(Beginning of RECORDED INFORMATION)

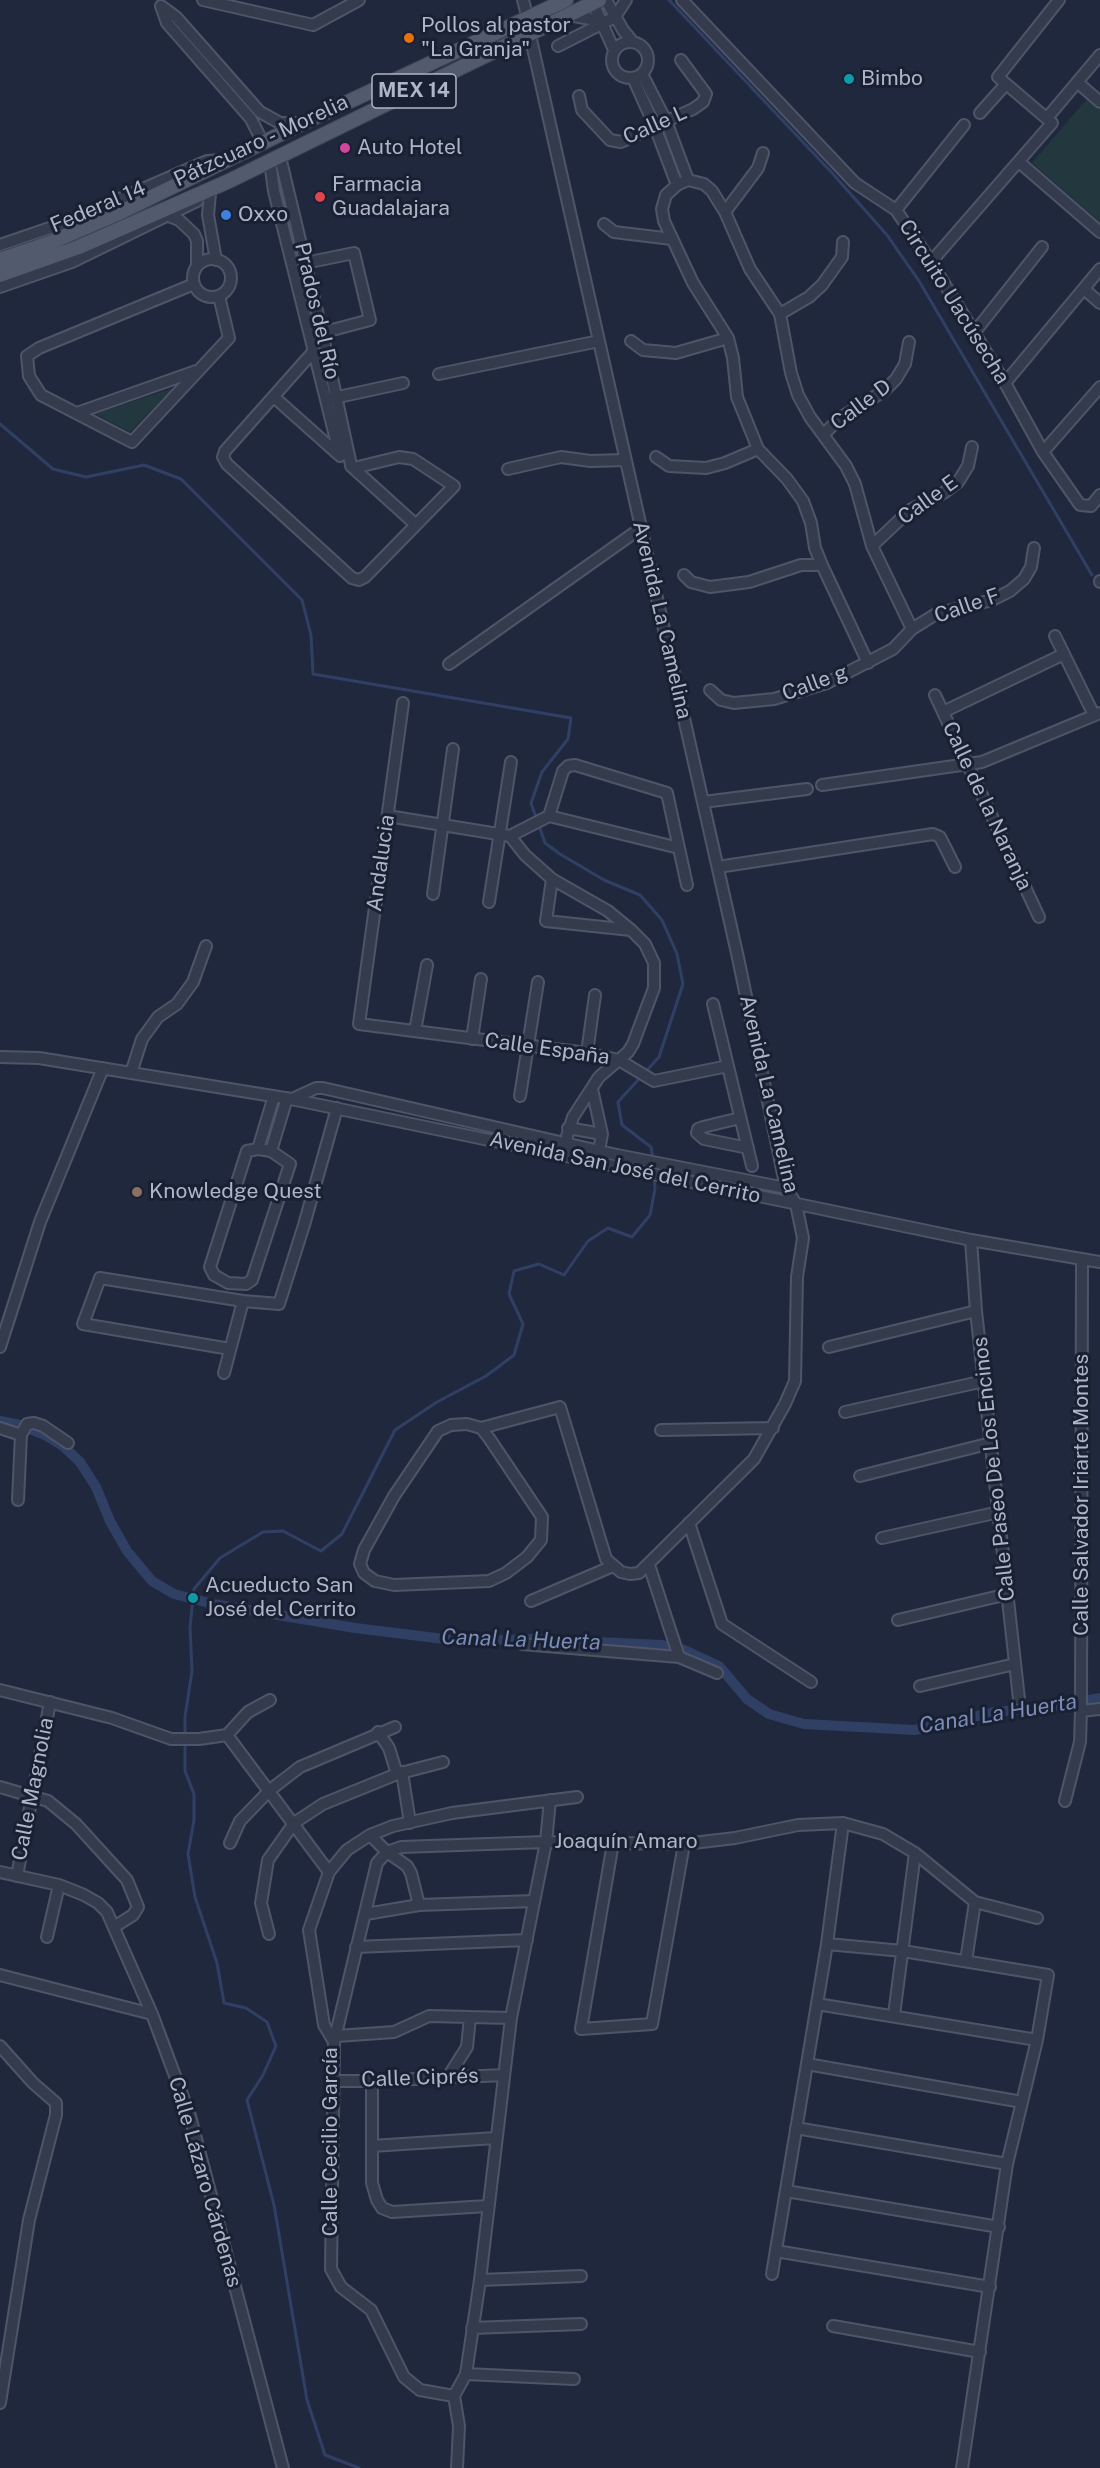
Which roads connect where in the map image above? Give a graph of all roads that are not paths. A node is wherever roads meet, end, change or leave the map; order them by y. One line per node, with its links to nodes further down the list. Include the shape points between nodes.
1 (203, 0): 2 (street, via 313,25)
2 (359, 0)
3 (523, 0): 12 (street)
4 (566, 0): 12 (main road, MEX 14)
5 (626, 0): 11 (street)
6 (682, 0): 42 (street, Circuito Uacúsecha, via 855,183)
7 (1059, 0): 22 (street, via 998,77)
8 (599, 1): 10 (main road, Pátzcuaro - Morelia / MEX 14); 11 (street); 13 (street)
9 (160, 3): 24 (street); 26 (street, via 167,23)
10 (569, 15): 13 (street); 14 (main road, Pátzcuaro - Morelia / MEX 14)
11 (615, 17): 13 (street); 15 (street)
12 (528, 19): 30 (main road, MEX 14)
13 (602, 22): 16 (street); 17 (street)
14 (530, 35): 36 (main road, Pátzcuaro - Morelia / MEX 14); 68 (street, Avenida La Camelina)
15 (632, 41): 17 (street); 20 (street, via 643,47 649,57 646,69)
16 (558, 46)
17 (614, 50): 20 (street, via 613,68 622,76)
18 (1100, 55): 21 (street)
19 (681, 60): 29 (street, Calle L, via 706,94 693,109)
20 (638, 76): 29 (street); 32 (street)
21 (1077, 82): 25 (street); 28 (street)
22 (1006, 84): 27 (street); 28 (street)
23 (579, 96): 32 (street, Calle L, via 582,110 615,143)
24 (251, 102): 26 (street); 30 (street, via 280,123)
25 (1100, 102)
26 (242, 109): 33 (street)
27 (980, 113)
28 (1047, 118): 37 (street, via 1052,123)
29 (666, 121): 32 (street, Calle L); 38 (street)
30 (303, 123): 33 (main road, MEX 14)
31 (964, 124): 42 (street)
32 (655, 127): 40 (street)
33 (263, 143): 35 (main road, MEX 14)
34 (763, 153): 43 (street, via 758,168)
35 (230, 159): 49 (street, Federal 14, via 207,161 67,222); 51 (main road, MEX 14, via 122,212)
36 (275, 160): 39 (main road, Pátzcuaro - Morelia / MEX 14); 54 (street, Prados del Río); 66 (street, via 274,191)
37 (1019, 162): 46 (street); 53 (street)
38 (688, 180): 40 (street); 43 (street, via 704,184)
39 (229, 181): 41 (street); 57 (main road, Pátzcuaro - Morelia / MEX 14, via 80,247)
40 (677, 185): 47 (street, via 666,195 662,209)
41 (210, 195): 44 (street); 52 (street, via 208,215)
42 (896, 210): 53 (street, Circuito Uacúsecha)
43 (725, 212): 63 (street, via 750,268)
44 (169, 216): 55 (street, via 194,234); 59 (street, via 72,262)
45 (604, 224): 47 (street, via 614,232)
46 (1100, 232)
47 (672, 239): 67 (street, via 693,284)
48 (843, 242): 63 (street, via 842,257 822,285)
49 (0, 245)
50 (1042, 247): 65 (street)
51 (0, 260)
52 (216, 260): 55 (street); 61 (street, via 226,266 231,277 228,288)
53 (931, 262): 65 (street, Circuito Uacúsecha)
54 (305, 263): 64 (street, Prados del Río); 64 (street, via 354,253 370,320)
55 (197, 266): 58 (street)
56 (1100, 269): 60 (street)
57 (0, 275)
58 (194, 284): 61 (street, via 201,294); 79 (street, via 27,356 30,376 41,395)
59 (0, 287)
60 (1084, 289): 62 (street); 75 (street)
61 (219, 296): 72 (street, via 229,338)
62 (1100, 303)
63 (780, 314): 80 (street, via 798,395)
64 (322, 332): 66 (street); 78 (street, Prados del Río)
65 (974, 333): 75 (street, Circuito Uacúsecha)
66 (311, 335): 71 (street)
67 (728, 338): 69 (street, via 676,353 643,350); 82 (street, via 737,398)
68 (599, 341): 73 (street); 86 (street, Avenida La Camelina)
69 (631, 342)
70 (909, 342): 80 (street, Calle D, via 905,364 896,379 840,418)
71 (314, 352): 77 (street); 78 (street)
72 (198, 370): 79 (street); 79 (street, via 132,442)
73 (439, 375)
74 (403, 383): 78 (street)
75 (1005, 383): 83 (street, Circuito Uacúsecha)
76 (1100, 387): 83 (street)
77 (274, 397): 84 (street); 90 (street, via 223,458 344,570 359,580 365,577)
78 (331, 398): 84 (street); 87 (street, Prados del Río)
79 (77, 413)
80 (824, 434): 92 (street, via 855,483)
81 (972, 447): 92 (street, Calle E, via 968,466 958,482 910,510)
82 (758, 449): 85 (street, via 706,468 669,466); 94 (street, via 803,501)
83 (1042, 452): 89 (street, Circuito Uacúsecha, via 1080,505 1091,506)
84 (340, 456): 87 (street)
85 (656, 457)
86 (626, 460): 88 (street, via 561,457); 91 (street, Avenida La Camelina)
87 (352, 467): 90 (street); 90 (street, via 399,457 413,459 454,486)
88 (508, 470)
89 (1100, 495)
90 (415, 524)
91 (641, 528): 100 (street); 111 (street, Avenida La Camelina)
92 (872, 546): 96 (street)
93 (1034, 548): 96 (street, Calle F, via 1031,567 1010,591 992,600 936,614)
94 (822, 565): 95 (street, via 801,565 748,582 710,587 691,582); 99 (street)
95 (684, 575)
96 (912, 629): 99 (street, Calle g, via 893,649)
97 (1055, 636): 98 (street)
98 (1064, 654): 104 (street); 105 (street)
99 (868, 663): 101 (street, Calle g, via 827,683 774,699 734,703 721,700)
100 (448, 664)
101 (710, 690)
102 (935, 695): 104 (street, Calle de la Naranja)
103 (404, 703): 112 (street, Andalucia)
104 (943, 712): 108 (street, Calle de la Naranja)
105 (1097, 714): 108 (street, via 982,762)
106 (453, 750): 114 (street)
107 (511, 762): 115 (street)
108 (967, 764): 109 (street); 124 (street, Calle de la Naranja)
109 (822, 784)
110 (807, 789): 111 (street)
111 (703, 802): 118 (street, Avenida La Camelina)
112 (388, 816): 114 (street); 132 (street, Andalucia)
113 (546, 817): 116 (street); 117 (street); 117 (street, via 563,771 574,765 667,793)
114 (442, 826): 115 (street); 122 (street)
115 (498, 834): 116 (street); 123 (street)
116 (510, 836): 120 (street)
117 (680, 848): 121 (street)
118 (718, 867): 119 (street, via 933,834 940,837); 160 (street, Avenida La Camelina)
119 (955, 867)
120 (552, 879): 125 (street, via 608,911); 125 (street, via 546,921)
121 (687, 885)
122 (433, 894)
123 (489, 902)
124 (1039, 917)
125 (631, 930): 138 (street, via 645,944 654,963 654,988 633,1044)
126 (206, 946): 141 (street, via 193,982 142,1039)
127 (427, 965): 133 (street)
128 (481, 979): 134 (street)
129 (538, 982): 135 (street)
130 (595, 995): 136 (street)
131 (712, 1004): 139 (street)
132 (359, 1024): 133 (street, Calle España)
133 (415, 1031): 134 (street, Calle España)
134 (472, 1039): 135 (street, Calle España)
135 (528, 1046): 136 (street, Calle España); 145 (street)
136 (587, 1053): 138 (street, Calle España)
137 (0, 1057): 140 (street, Avenida San José del Cerrito, via 39,1058)
138 (619, 1060): 139 (street, Calle España, via 659,1082); 143 (street, via 606,1069)
139 (728, 1066): 149 (street)
140 (103, 1068): 141 (street, Avenida San José del Cerrito); 167 (street, via 40,1222)
141 (130, 1073): 144 (street, Avenida San José del Cerrito)
142 (323, 1088): 146 (street); 147 (street, via 314,1096); 152 (street, Avenida San José del Cerrito)
143 (592, 1089): 150 (street, Calle España); 151 (street, Calle España)
144 (274, 1096): 146 (street, Avenida San José del Cerrito); 154 (street)
145 (520, 1096)
146 (289, 1099): 147 (street, Avenida San José del Cerrito); 155 (street)
147 (319, 1105): 148 (street, Avenida San José del Cerrito)
148 (337, 1108): 157 (street, Avenida San José del Cerrito); 165 (street, via 279,1304)
149 (740, 1118): 153 (street); 153 (street, via 703,1127 697,1133 704,1139)
150 (568, 1128): 151 (street); 152 (street, Calle España)
151 (602, 1134): 156 (street, Calle España)
152 (566, 1143): 156 (street, Avenida San José del Cerrito); 157 (street, Calle España)
153 (748, 1148): 159 (street)
154 (258, 1149): 155 (street); 155 (street, via 247,1151 210,1267 214,1275 228,1283 246,1284 252,1280 290,1164)
155 (271, 1151)
156 (600, 1151): 158 (street, Calle España); 160 (street, Avenida San José del Cerrito)
157 (567, 1156): 158 (street, Avenida San José del Cerrito)
158 (595, 1162): 161 (street, Avenida San José del Cerrito)
159 (752, 1166)
160 (786, 1188): 161 (street, Avenida La Camelina)
161 (795, 1204): 162 (street, Avenida San José del Cerrito); 175 (street, Avenida La Camelina, via 803,1238 797,1277 795,1380)
162 (971, 1240): 163 (street, Avenida San José del Cerrito); 166 (street, Calle Paseo De Los Encinos)
163 (1082, 1260): 164 (street, Avenida San José del Cerrito); 200 (street, Calle Salvador Iriarte Montes)
164 (1100, 1262)
165 (243, 1301): 169 (street); 169 (street, via 100,1278 83,1323)
166 (976, 1311): 168 (street); 171 (street, Calle Paseo De Los Encinos)
167 (0, 1347)
168 (829, 1347)
169 (230, 1349): 170 (street)
170 (224, 1373)
171 (984, 1381): 172 (street); 179 (street, Calle Paseo De Los Encinos)
172 (845, 1412)
173 (0, 1428): 176 (street)
174 (481, 1428): 174 (street, via 451,1425 438,1431 363,1550 360,1564 364,1573 375,1581 394,1585 489,1581 527,1557 541,1540 542,1517); 186 (street, via 560,1407 606,1559)
175 (772, 1428): 177 (street); 183 (street, Avenida La Camelina, via 754,1458)
176 (24, 1430): 178 (street, via 34,1423); 181 (street)
177 (661, 1430)
178 (68, 1443)
179 (991, 1443): 180 (street); 182 (street, Calle Paseo De Los Encinos)
180 (860, 1476)
181 (18, 1500)
182 (999, 1512): 184 (street); 187 (street, Calle Paseo De Los Encinos)
183 (688, 1523): 185 (street, Avenida La Camelina); 194 (street, via 722,1624)
184 (882, 1538)
185 (649, 1565): 186 (street, via 630,1574); 191 (street)
186 (613, 1566): 188 (street)
187 (1008, 1594): 189 (street); 192 (street, Calle Paseo De Los Encinos)
188 (531, 1601)
189 (898, 1620)
190 (522, 1644): 191 (street)
191 (679, 1656): 193 (street)
192 (1015, 1664): 195 (street); 197 (street, Calle Paseo De Los Encinos)
193 (717, 1673)
194 (811, 1682)
195 (920, 1686)
196 (0, 1690): 199 (street)
197 (1019, 1699)
198 (270, 1700): 204 (street, via 248,1712)
199 (50, 1702): 204 (street, via 171,1739); 209 (street, Calle Magnolia)
200 (1082, 1709): 201 (street); 212 (street, Calle Salvador Iriarte Montes, via 1080,1742)
201 (1100, 1709)
202 (395, 1727): 203 (street)
203 (378, 1732): 206 (street); 208 (street, via 300,1767)
204 (227, 1735): 208 (street)
205 (443, 1762): 206 (street)
206 (399, 1773): 213 (street, via 322,1804); 214 (street)
207 (0, 1787): 209 (street)
208 (270, 1790): 213 (street); 218 (street, via 240,1821)
209 (32, 1795): 225 (street, Calle Magnolia); 232 (street, via 48,1801 76,1824 127,1880 138,1907)
210 (577, 1797): 211 (street, Calle Cecilio García)
211 (550, 1800): 214 (street, Calle Cecilio García, via 452,1813); 217 (street)
212 (1065, 1801)
213 (294, 1823): 224 (street); 233 (street, via 268,1860 261,1903)
214 (410, 1823): 216 (street, Calle Cecilio García)
215 (843, 1823): 220 (street, Joaquín Amaro, via 798,1825); 222 (street, Joaquín Amaro, via 883,1834); 236 (street)
216 (370, 1835): 221 (street); 224 (street, Calle Cecilio García, via 347,1850)
217 (546, 1842): 219 (street, Joaquín Amaro); 221 (street, Joaquín Amaro, via 401,1847); 227 (street)
218 (230, 1843)
219 (613, 1843): 220 (street, Joaquín Amaro); 220 (street, via 581,2029 652,2024)
220 (684, 1844)
221 (387, 1852): 229 (street, via 407,1866); 230 (street, via 376,1863)
222 (915, 1853): 228 (street, Joaquín Amaro); 238 (street)
223 (0, 1872): 225 (street, Calle Lázaro Cárdenas)
224 (329, 1872): 246 (street, Calle Cecilio García, via 309,1930 324,2025)
225 (17, 1876): 226 (street, Calle Lázaro Cárdenas)
226 (59, 1885): 232 (street, Calle Lázaro Cárdenas, via 98,1903); 234 (street)
227 (534, 1901): 229 (street); 235 (street)
228 (975, 1902): 231 (street, Joaquín Amaro); 239 (street)
229 (419, 1905): 230 (street)
230 (366, 1914): 237 (street)
231 (1037, 1918)
232 (114, 1927): 242 (street, Calle Lázaro Cárdenas)
233 (269, 1934)
234 (47, 1937)
235 (527, 1940): 237 (street); 245 (street)
236 (827, 1944): 238 (street); 241 (street)
237 (356, 1947): 246 (street)
238 (903, 1951): 239 (street); 243 (street)
239 (966, 1961): 247 (street, via 1048,1975)
240 (0, 1975): 242 (street)
241 (817, 2004): 243 (street); 249 (street)
242 (152, 2014): 275 (street, Calle Lázaro Cárdenas, via 190,2116)
243 (894, 2015): 247 (street)
244 (470, 2017): 245 (street); 246 (street, via 429,2016 394,2032); 251 (street, via 467,2047)
245 (511, 2018): 250 (street)
246 (336, 2039): 252 (street, Calle Cecilio García)
247 (1037, 2040): 254 (street)
248 (0, 2046): 274 (street, via 56,2103 56,2115 29,2220)
249 (807, 2064): 254 (street); 255 (street)
250 (504, 2075): 251 (street, Calle Ciprés); 256 (street)
251 (448, 2078): 253 (street, Calle Ciprés)
252 (335, 2081): 253 (street, Calle Ciprés); 273 (street, Calle Cecilio García, via 330,2269 341,2287 371,2310 404,2377 420,2390)
253 (372, 2081): 257 (street)
254 (1022, 2102): 258 (street)
255 (796, 2128): 258 (street); 259 (street)
256 (495, 2138): 257 (street); 260 (street)
257 (372, 2146): 260 (street, via 372,2183 382,2208 392,2212)
258 (1007, 2164): 261 (street)
259 (786, 2191): 261 (street); 262 (street)
260 (487, 2206): 265 (street)
261 (999, 2227): 266 (street)
262 (776, 2251): 263 (street); 266 (street)
263 (772, 2274)
264 (581, 2276): 265 (street)
265 (480, 2280): 269 (street)
266 (990, 2287): 270 (street)
267 (581, 2324): 269 (street)
268 (833, 2326): 270 (street)
269 (472, 2328): 271 (street)
270 (980, 2352): 277 (street)
271 (466, 2374): 272 (street); 273 (street)
272 (574, 2379)
273 (454, 2396): 276 (street, via 459,2426)
274 (0, 2403)
275 (283, 2468)
276 (457, 2468)
277 (962, 2468)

(End of RECORDED INFORMATION)

Some lines above contain the word "Magnolia". Copy each of them.

**TASK RESULT:**
199 (50, 1702): 204 (street, via 171,1739); 209 (street, Calle Magnolia)
209 (32, 1795): 225 (street, Calle Magnolia); 232 (street, via 48,1801 76,1824 127,1880 138,1907)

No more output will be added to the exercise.